GIVEN DATA: Begin

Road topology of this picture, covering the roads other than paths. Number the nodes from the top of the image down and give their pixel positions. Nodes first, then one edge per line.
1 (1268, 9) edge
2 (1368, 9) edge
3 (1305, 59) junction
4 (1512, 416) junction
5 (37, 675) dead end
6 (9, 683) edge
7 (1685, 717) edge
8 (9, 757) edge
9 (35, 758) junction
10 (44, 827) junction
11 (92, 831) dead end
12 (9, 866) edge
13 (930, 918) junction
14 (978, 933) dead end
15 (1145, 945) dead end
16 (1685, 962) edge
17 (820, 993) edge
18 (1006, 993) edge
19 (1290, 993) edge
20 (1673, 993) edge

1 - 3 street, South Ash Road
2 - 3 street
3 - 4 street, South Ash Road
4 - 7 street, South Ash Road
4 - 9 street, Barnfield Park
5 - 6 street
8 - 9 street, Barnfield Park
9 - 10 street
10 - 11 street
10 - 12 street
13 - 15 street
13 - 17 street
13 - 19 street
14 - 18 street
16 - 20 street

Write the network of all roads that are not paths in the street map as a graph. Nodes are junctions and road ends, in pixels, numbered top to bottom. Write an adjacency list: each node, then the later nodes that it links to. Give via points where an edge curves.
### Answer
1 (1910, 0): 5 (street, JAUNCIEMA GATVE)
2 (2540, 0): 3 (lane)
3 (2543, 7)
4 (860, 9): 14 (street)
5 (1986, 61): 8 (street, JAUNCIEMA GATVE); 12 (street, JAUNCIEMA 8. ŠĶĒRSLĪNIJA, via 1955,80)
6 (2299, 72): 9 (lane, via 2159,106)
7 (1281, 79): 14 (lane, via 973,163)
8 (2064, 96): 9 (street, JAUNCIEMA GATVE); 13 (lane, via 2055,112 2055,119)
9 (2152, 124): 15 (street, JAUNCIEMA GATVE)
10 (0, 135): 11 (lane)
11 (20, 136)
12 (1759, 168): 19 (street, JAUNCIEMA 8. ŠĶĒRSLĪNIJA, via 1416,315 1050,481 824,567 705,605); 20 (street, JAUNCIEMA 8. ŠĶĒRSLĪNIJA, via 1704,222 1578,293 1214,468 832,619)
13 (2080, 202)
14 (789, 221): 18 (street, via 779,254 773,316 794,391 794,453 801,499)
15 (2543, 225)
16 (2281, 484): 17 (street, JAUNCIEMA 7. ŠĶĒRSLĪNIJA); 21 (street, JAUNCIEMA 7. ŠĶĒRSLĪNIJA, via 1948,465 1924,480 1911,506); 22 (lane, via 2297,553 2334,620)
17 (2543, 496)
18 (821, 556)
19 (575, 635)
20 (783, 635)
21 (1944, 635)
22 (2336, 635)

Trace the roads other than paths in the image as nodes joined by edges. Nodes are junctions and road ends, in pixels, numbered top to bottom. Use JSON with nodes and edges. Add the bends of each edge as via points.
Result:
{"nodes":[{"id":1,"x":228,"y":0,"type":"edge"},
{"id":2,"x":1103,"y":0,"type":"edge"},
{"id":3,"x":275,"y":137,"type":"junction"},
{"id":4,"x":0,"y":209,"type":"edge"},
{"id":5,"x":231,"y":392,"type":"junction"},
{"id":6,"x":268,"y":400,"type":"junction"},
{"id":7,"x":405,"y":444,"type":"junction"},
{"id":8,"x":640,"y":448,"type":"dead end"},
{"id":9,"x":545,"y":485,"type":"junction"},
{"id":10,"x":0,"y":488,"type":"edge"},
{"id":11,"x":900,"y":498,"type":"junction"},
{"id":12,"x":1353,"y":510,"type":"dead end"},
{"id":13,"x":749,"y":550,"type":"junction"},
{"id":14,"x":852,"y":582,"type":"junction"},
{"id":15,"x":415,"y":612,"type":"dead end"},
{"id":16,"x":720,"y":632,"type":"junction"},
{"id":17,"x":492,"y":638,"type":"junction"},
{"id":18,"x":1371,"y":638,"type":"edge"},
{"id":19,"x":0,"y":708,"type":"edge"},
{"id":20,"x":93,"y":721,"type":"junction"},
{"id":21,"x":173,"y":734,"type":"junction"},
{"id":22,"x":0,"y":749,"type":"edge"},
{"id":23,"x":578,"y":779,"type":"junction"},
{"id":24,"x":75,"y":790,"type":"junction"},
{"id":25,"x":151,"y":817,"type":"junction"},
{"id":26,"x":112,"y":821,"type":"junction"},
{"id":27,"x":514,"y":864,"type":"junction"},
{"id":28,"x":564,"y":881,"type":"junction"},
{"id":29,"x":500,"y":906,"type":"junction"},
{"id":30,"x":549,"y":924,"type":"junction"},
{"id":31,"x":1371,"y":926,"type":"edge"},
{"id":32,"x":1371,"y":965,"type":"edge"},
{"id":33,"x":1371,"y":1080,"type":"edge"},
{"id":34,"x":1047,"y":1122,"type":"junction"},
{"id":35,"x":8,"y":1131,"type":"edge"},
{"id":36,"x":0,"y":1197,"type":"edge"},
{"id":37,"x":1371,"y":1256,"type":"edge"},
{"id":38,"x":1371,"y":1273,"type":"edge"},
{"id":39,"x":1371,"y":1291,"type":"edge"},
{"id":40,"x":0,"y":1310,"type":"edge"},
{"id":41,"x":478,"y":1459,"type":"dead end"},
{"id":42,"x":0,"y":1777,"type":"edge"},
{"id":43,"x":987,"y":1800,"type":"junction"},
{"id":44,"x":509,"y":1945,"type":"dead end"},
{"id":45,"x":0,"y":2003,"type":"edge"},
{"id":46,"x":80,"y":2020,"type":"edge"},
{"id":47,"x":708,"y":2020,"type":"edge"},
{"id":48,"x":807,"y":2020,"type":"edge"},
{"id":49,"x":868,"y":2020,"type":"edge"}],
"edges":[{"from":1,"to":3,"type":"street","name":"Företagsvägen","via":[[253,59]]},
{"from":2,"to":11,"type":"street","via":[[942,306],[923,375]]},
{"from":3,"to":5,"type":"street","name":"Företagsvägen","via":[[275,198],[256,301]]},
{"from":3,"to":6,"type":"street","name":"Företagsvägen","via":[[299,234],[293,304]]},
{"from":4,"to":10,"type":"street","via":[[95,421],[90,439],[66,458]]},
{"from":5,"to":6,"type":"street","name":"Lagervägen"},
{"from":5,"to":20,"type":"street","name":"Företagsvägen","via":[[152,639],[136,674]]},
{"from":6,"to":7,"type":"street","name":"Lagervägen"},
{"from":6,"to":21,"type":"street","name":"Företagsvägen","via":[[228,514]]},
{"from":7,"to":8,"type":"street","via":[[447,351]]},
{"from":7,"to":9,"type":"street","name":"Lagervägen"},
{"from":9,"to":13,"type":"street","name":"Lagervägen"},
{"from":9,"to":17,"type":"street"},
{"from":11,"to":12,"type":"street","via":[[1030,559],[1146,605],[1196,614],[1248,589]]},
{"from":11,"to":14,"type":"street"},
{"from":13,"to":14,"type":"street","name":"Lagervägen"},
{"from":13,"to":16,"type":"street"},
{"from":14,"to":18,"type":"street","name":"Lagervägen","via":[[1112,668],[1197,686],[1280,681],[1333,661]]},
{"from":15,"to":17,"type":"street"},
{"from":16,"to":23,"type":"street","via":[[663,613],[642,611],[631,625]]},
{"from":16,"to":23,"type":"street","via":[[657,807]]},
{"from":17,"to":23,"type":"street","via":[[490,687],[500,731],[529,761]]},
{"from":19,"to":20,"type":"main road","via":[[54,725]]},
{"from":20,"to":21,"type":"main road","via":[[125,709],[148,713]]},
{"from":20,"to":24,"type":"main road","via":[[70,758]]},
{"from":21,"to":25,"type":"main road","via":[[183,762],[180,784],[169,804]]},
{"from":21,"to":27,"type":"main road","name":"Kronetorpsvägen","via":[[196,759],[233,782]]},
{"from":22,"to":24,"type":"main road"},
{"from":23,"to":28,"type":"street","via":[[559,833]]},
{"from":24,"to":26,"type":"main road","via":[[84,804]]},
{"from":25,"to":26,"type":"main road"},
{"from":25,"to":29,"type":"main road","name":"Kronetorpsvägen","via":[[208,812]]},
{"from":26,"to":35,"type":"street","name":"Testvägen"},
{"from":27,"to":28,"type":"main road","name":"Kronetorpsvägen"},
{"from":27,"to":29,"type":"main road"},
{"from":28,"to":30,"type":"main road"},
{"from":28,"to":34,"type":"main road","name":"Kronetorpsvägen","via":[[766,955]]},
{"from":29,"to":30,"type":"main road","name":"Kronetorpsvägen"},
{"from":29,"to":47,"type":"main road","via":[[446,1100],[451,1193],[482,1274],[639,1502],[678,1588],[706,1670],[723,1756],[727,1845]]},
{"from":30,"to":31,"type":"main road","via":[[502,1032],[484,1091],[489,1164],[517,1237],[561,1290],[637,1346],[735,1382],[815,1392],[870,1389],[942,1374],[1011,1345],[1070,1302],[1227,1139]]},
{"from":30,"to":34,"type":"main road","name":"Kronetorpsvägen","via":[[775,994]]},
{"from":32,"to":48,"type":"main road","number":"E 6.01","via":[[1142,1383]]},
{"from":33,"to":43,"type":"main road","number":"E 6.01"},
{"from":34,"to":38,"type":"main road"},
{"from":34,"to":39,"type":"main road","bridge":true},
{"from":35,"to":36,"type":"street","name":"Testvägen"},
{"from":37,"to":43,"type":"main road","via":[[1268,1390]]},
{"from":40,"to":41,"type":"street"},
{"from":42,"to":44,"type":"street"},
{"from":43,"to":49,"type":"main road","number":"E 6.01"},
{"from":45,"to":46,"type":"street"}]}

GIVEN DATA: End

• DESCRIPTION OF THE TASK
Lines from the entries that contain the word "bottom" are what the answer must hold.

• RESULT OF THE EXERCISE
Write the network of all roads that are not paths in the street map as a graph. Nodes are junctions and road ends, in pixels, numbered top to bottom. Write an adjacency list: each node, then the later nodes that it links to. Give via points where an edge curves.
Trace the roads other than paths in the image as nodes joined by edges. Nodes are junctions and road ends, in pixels, numbered top to bottom. Use JSON with nodes and edges. Add the bends of each edge as via points.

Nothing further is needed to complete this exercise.